**EXERCISE OBJECTIVE:** Determine how many lines of the entries that follow contain "graph", and respond with that number alone.

**RECORDS FOR THIS EXERCISE:**
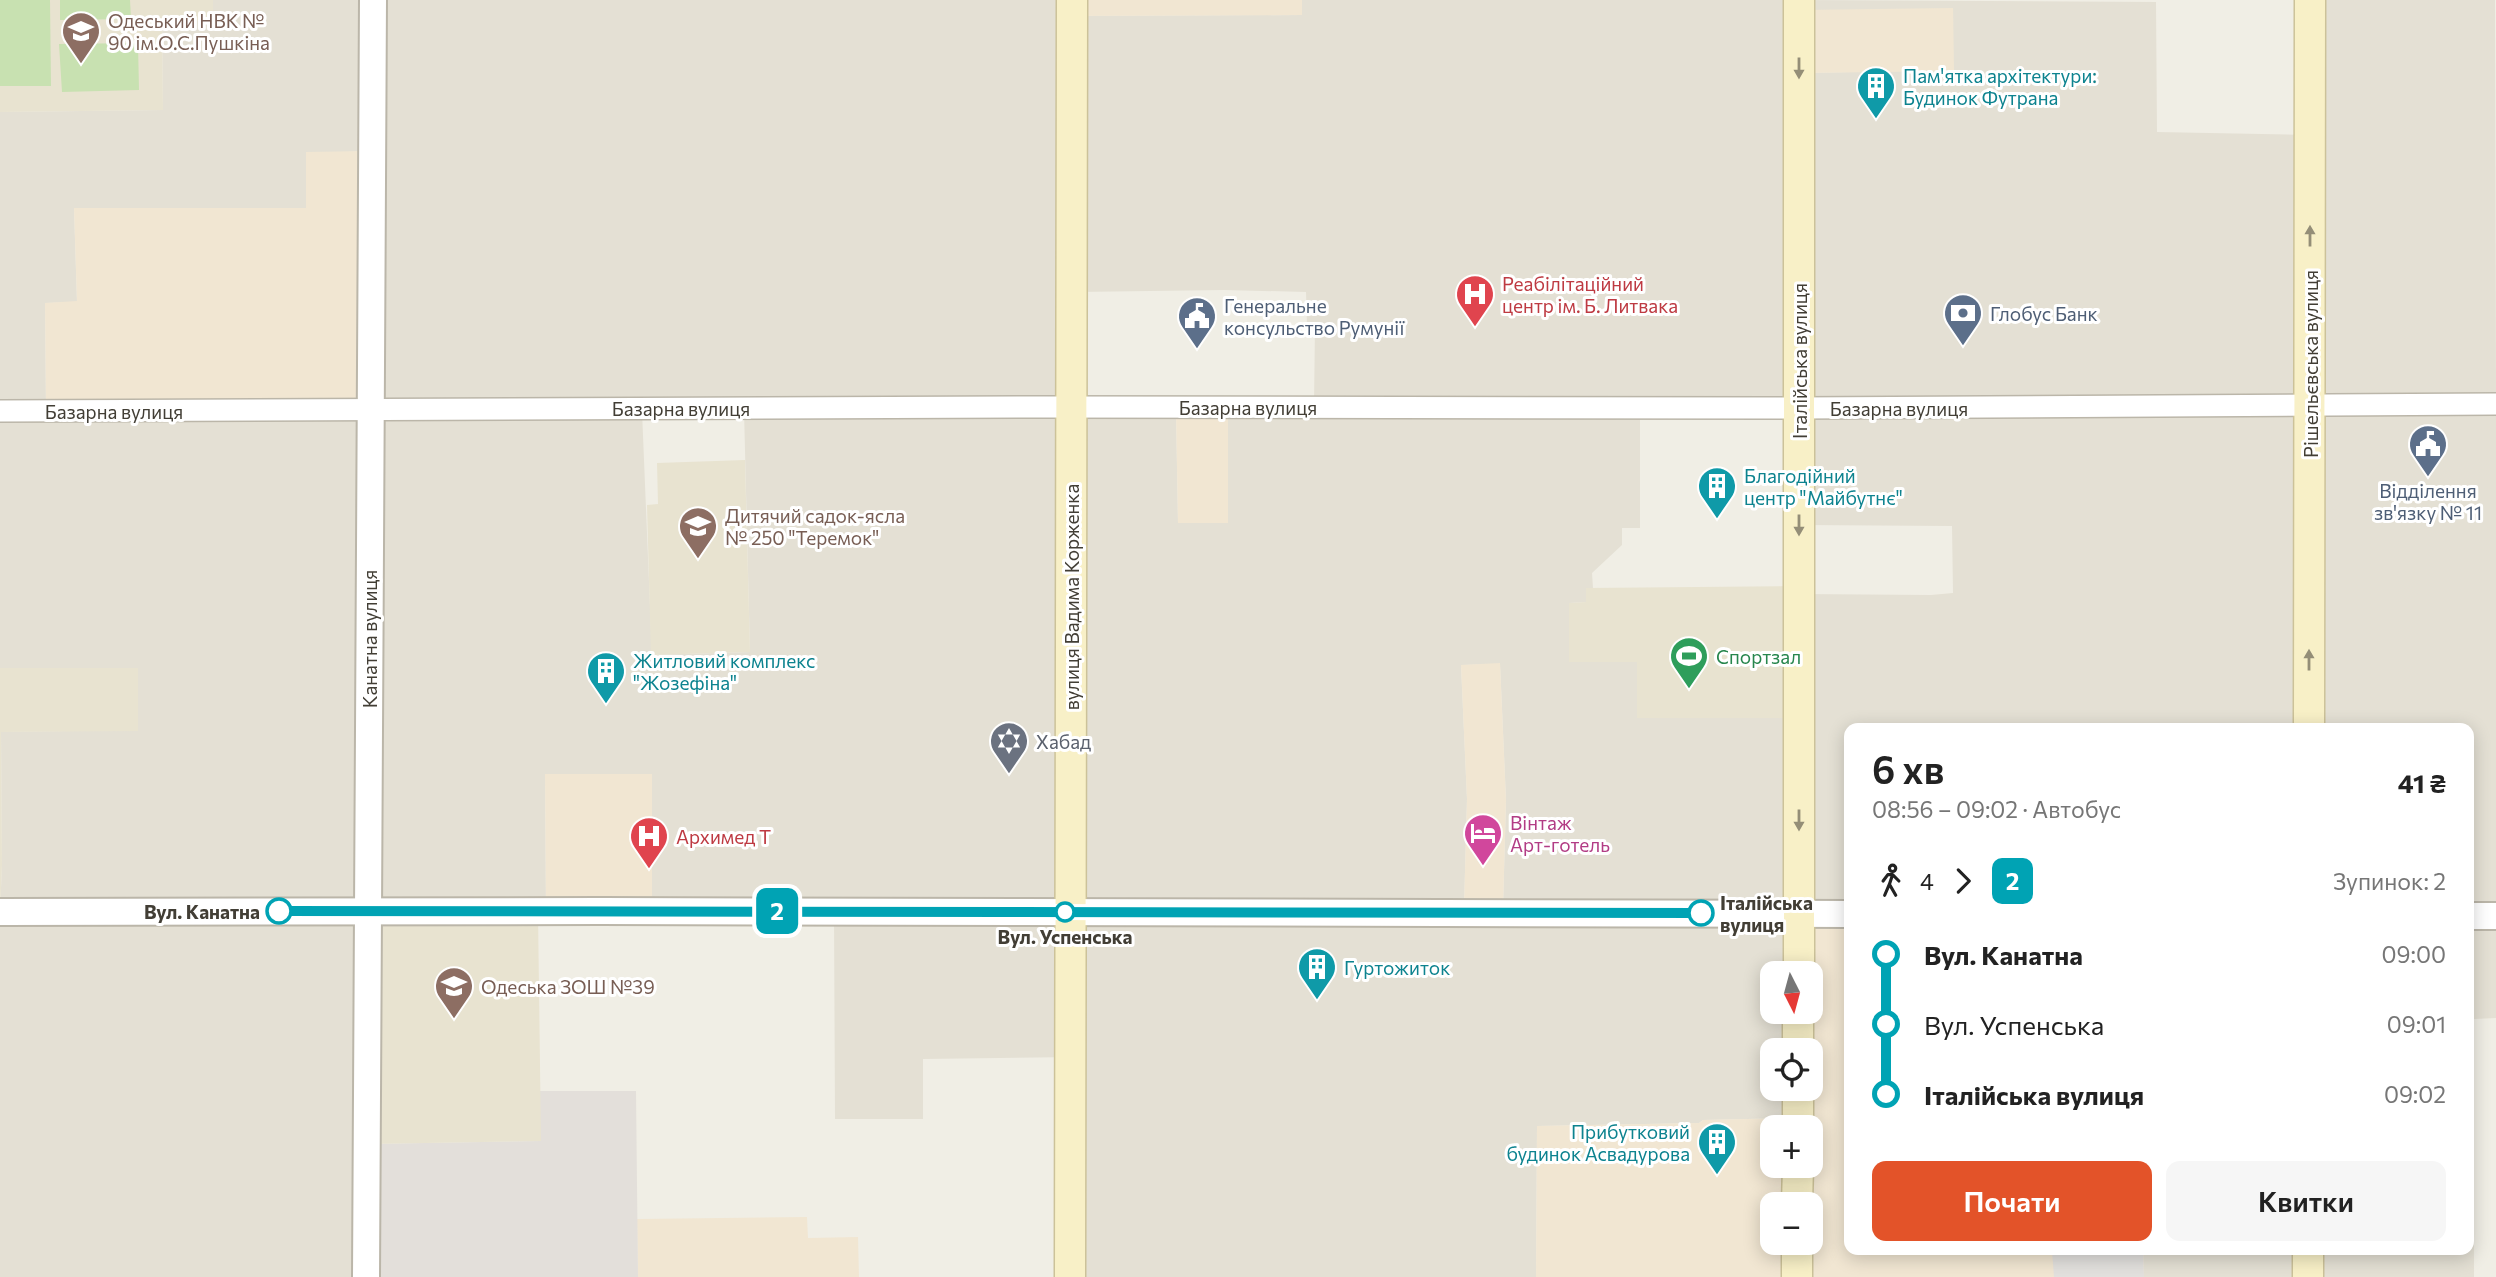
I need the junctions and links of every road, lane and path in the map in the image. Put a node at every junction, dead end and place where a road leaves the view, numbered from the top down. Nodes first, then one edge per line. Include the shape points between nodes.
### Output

...

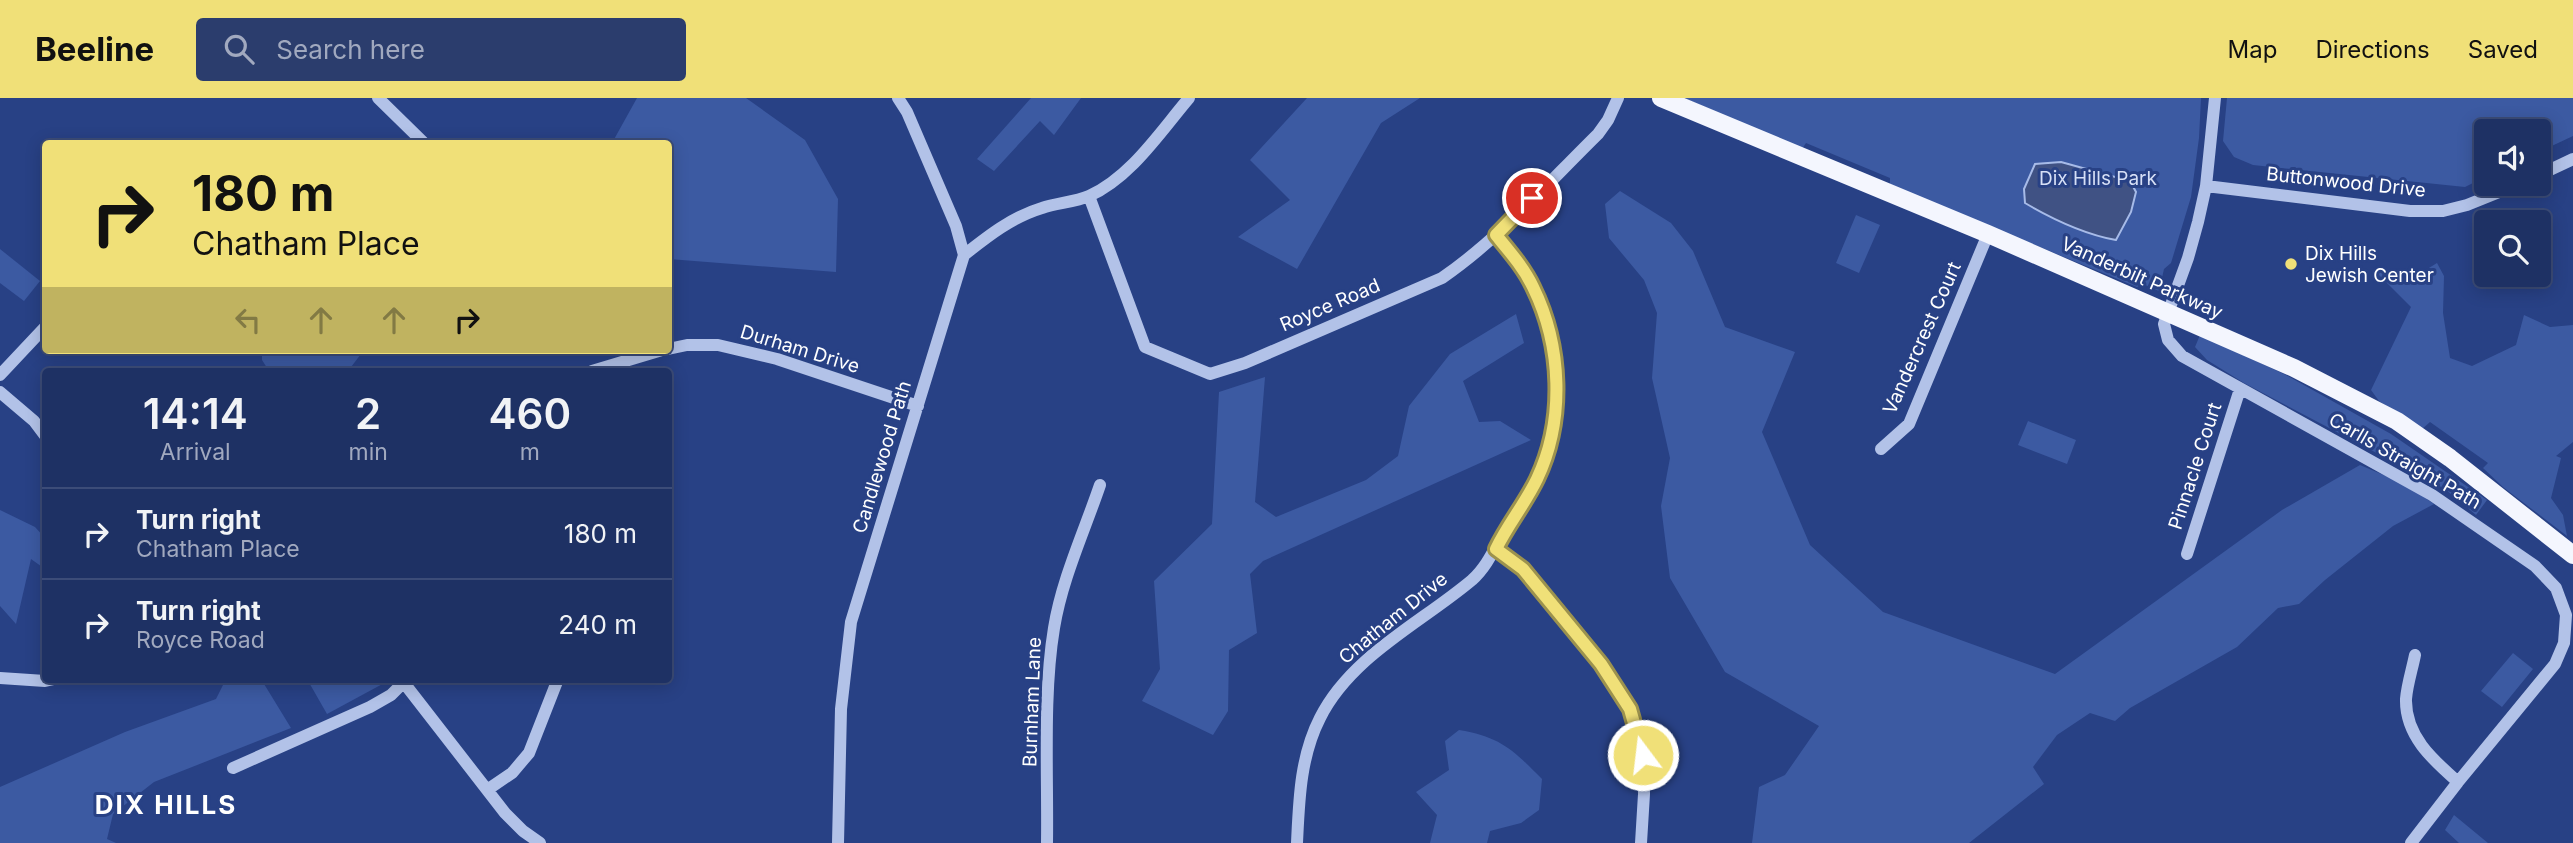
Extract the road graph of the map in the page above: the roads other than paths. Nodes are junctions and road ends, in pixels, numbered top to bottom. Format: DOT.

* * *

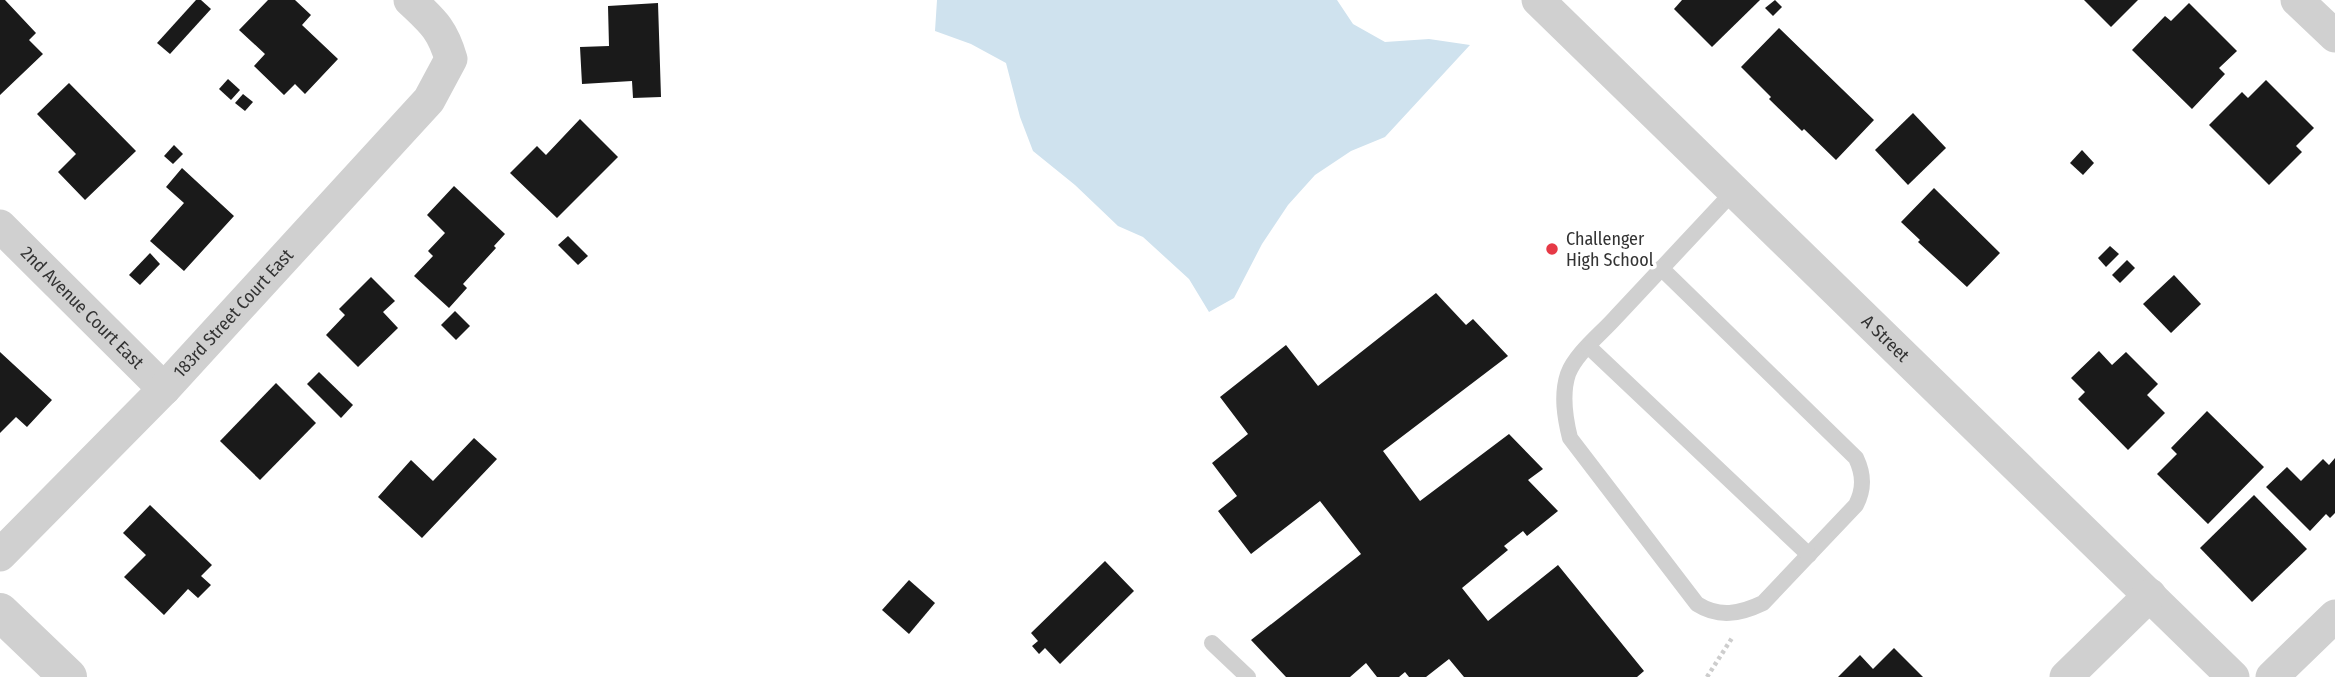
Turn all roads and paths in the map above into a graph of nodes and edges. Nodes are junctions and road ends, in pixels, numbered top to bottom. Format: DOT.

**ANSWER FOR THIS EXERCISE:** 2